Trazodone Side Effects

August 1st, 2012 by Helen Scholz

Trazodone is an antidepressant medication. It is thought to increase the activity of one of the brain chemicals (serotonin) which may become unbalanced and cause depression.

Trazodone is used to treat depression. It may also be used for relief of anxiety disorders (eg, sleeplessness, tension) and chronic pain.

Do not use this medication if you are allergic to trazodone. Do not take trazodone if you have taken an MAO inhibitor such as furazolidone (Furoxone), isocarboxazid (Marplan), phenelzine (Nardil), rasagiline (Azilect), selegiline (Eldepryl, Emsam), or tranylcypromine (Parnate) in the last 14 days.

If you have any of these other conditions, you may need a trazodone dose adjustment or special tests:

  • bipolar disorder (manic depression);
  • heart disease;
  • liver or kidney disease;
  • a history of drug abuse or suicidal thoughts;
  • a history of “Long QT syndrome”; or
  • if you have recently had a heart attack.

You may have thoughts about suicide when you first start taking an antidepressant such as trazodone, especially if you are younger than 24 years old. Tell your doctor if you have worsening symptoms of depression or suicidal thoughts during the first several weeks of treatment, or whenever your dose is changed.

Your family or other caregivers should also be alert to changes in your mood or symptoms. Your doctor will need to check you at regular visits for at least the first 12 weeks of treatment.

FDA pregnancy category C. It is not known whether trazodone will harm an unborn baby. Tell your doctor if you are pregnant or plan to become pregnant while using this medication. Trazodone may pass into breast milk and could harm a nursing baby. Do not use this medication without telling your doctor if you are breast-feeding a baby. Do not give trazodone to anyone younger than 18 years old without the advice of a doctor.

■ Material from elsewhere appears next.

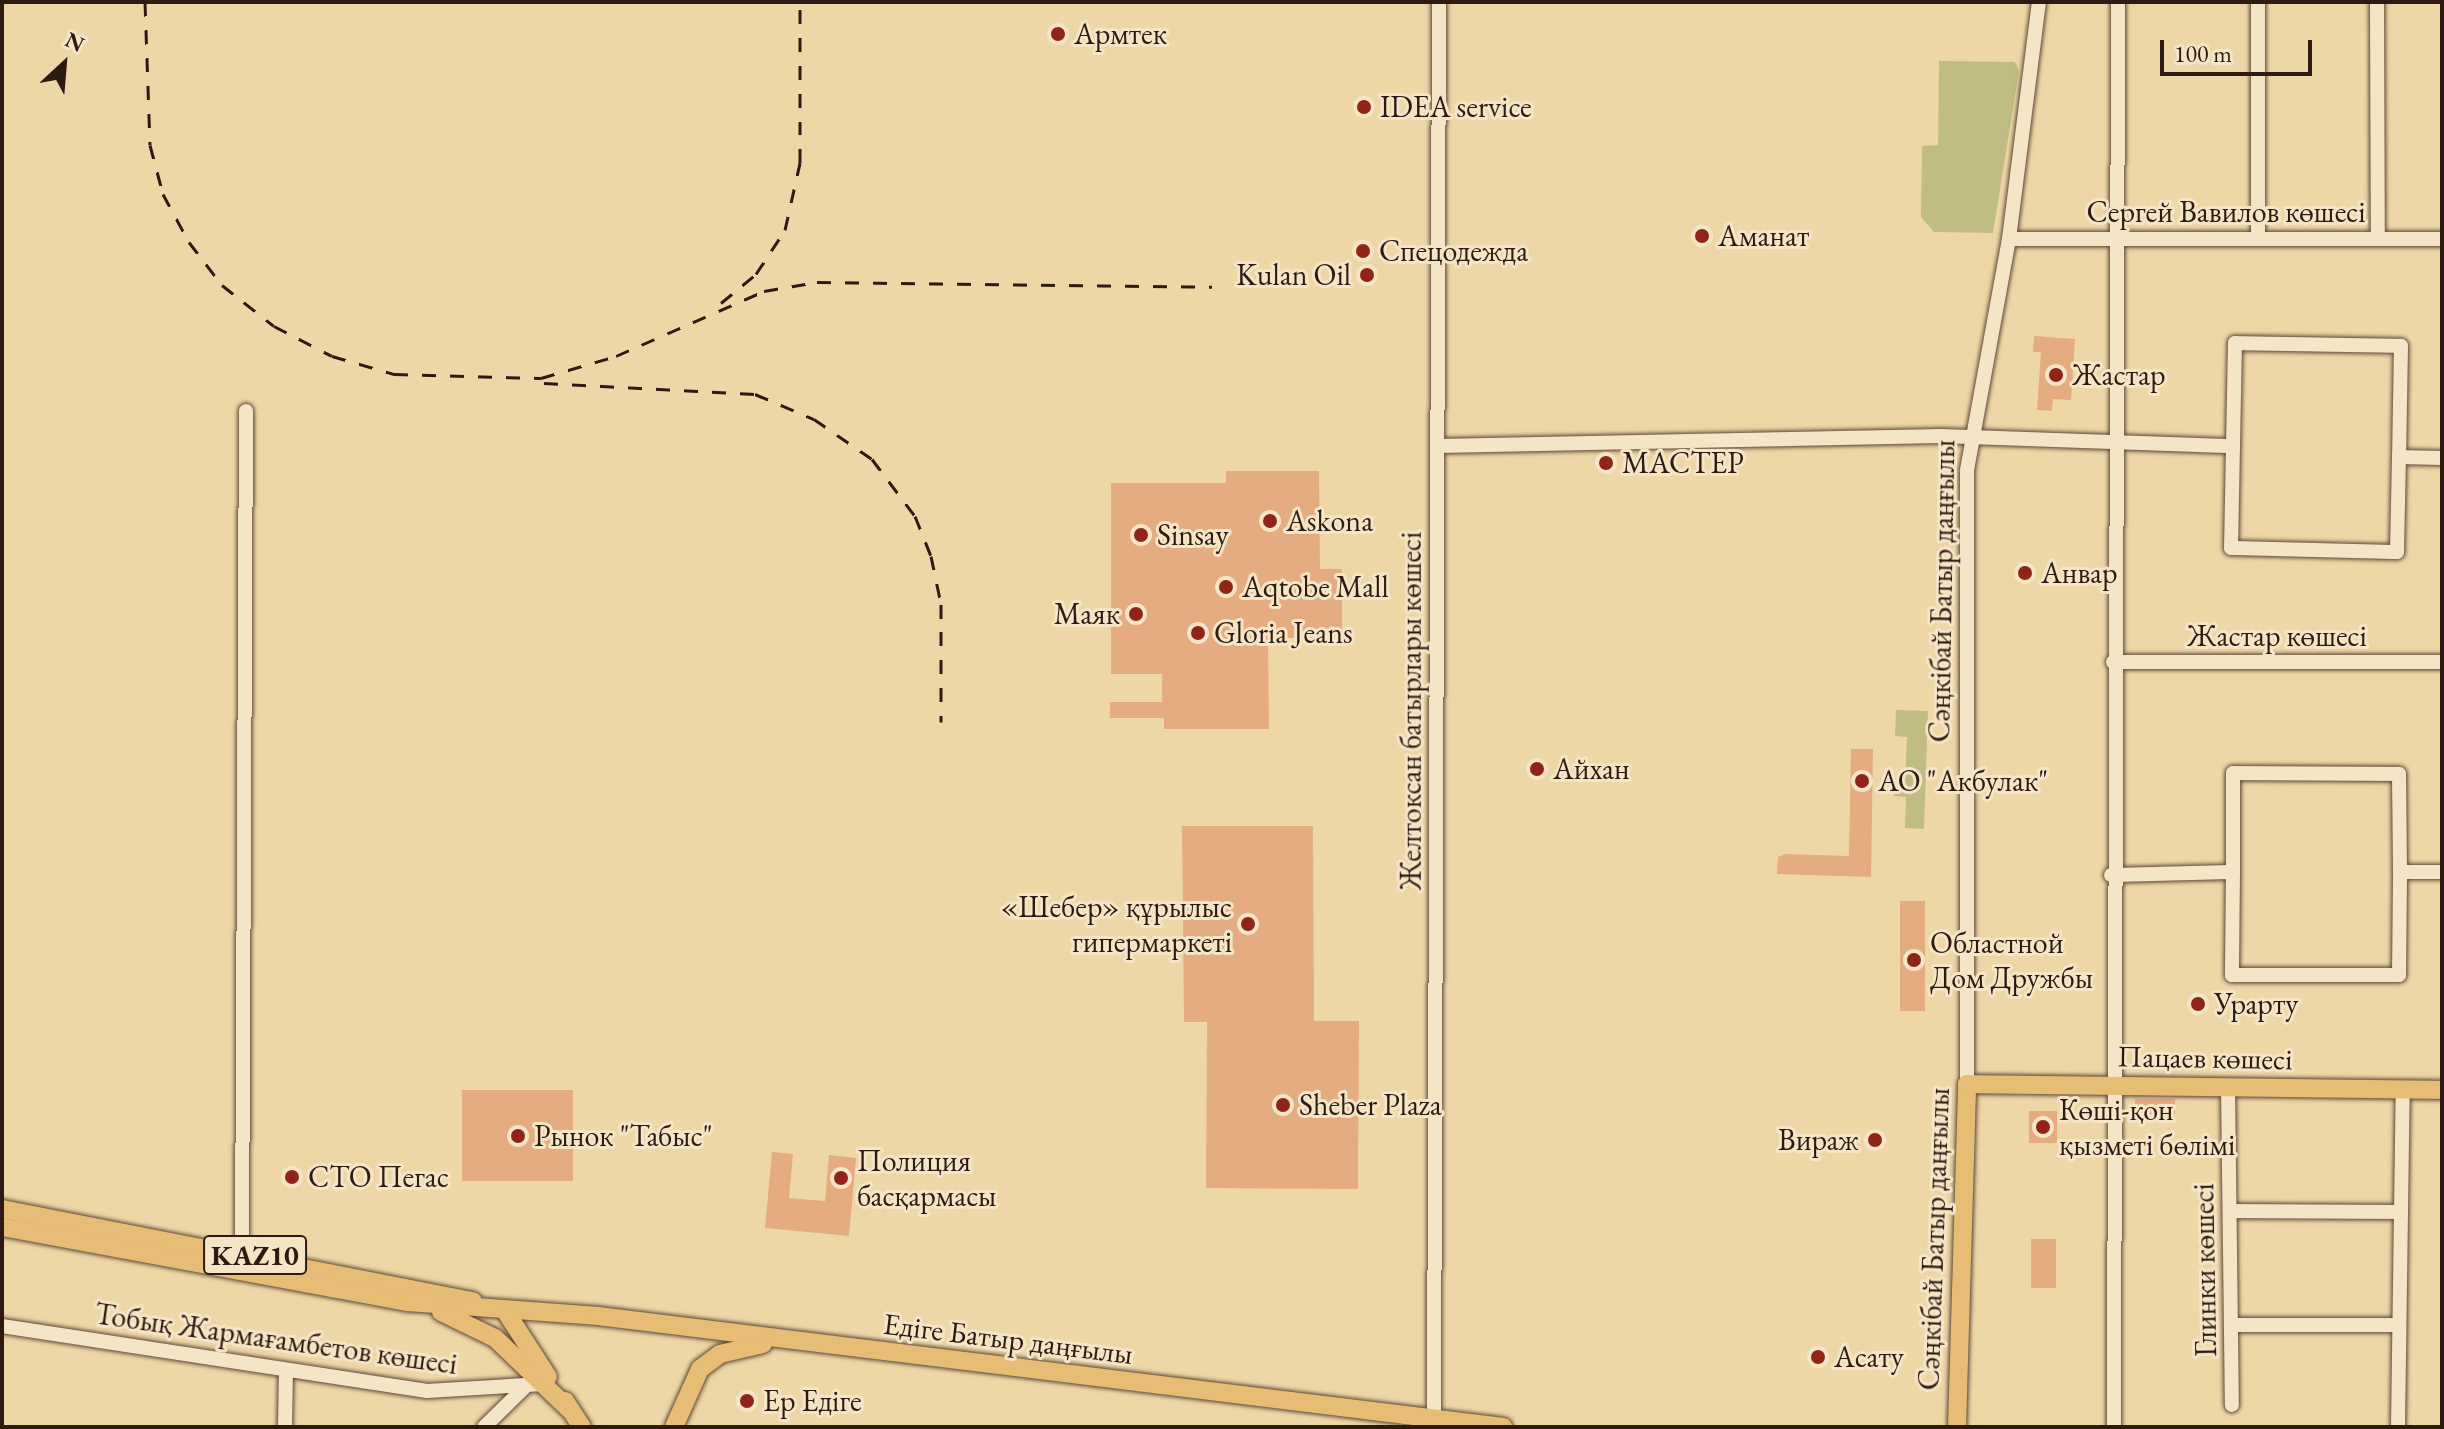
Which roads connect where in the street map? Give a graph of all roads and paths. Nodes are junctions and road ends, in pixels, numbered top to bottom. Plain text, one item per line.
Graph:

Stop taking trazodone and call your doctor at once if you have a penis erection that is painful or lasts 6 hours or longer. This is a medical emergency and could lead to a serious condition that must be corrected with surgery. Get emergency medical help if you have any of these signs of an allergic reaction to trazodone: hives; difficulty breathing; swelling of your face, lips, tongue, or throat.

Call your doctor at once if you have any new or worsening symptoms such as: mood or behavior changes, anxiety, panic attacks, trouble sleeping, or if you feel impulsive, irritable, agitated, hostile, aggressive, restless, hyperactive (mentally or physically), more depressed, or have thoughts about suicide or hurting yourself.

Stop taking trazodone and call your doctor at once if you have a serious side effect such as:

  • extreme mood swings, restlessness, or sleep problems;
  • dizziness, fainting, fast or pounding heartbeat;
  • easy bruising or bleeding;
  • agitation, hallucinations, fast heart rate, overactive reflexes, nausea, vomiting, diarrhea, loss of coordination;
  • very stiff (rigid) muscles, high fever, confusion, fast or uneven heartbeats, tremors, feeling like you might pass out;
  • headache, trouble concentrating, memory problems, weakness, loss of appetite, feeling unsteady, seizure, shallow breathing or breathing that stops; or
  • chest pain or heavy feeling, pain spreading to the arm or shoulder, nausea, sweating, general ill feeling.

Less serious trazodone side effects may be more likely to occur, such as:

  • drowsiness;
  • mild headache;
  • constipation; or
  • blurred vision.

This is not a complete list of trazodone side effects and others may occur. Call your doctor for medical advice about side effects.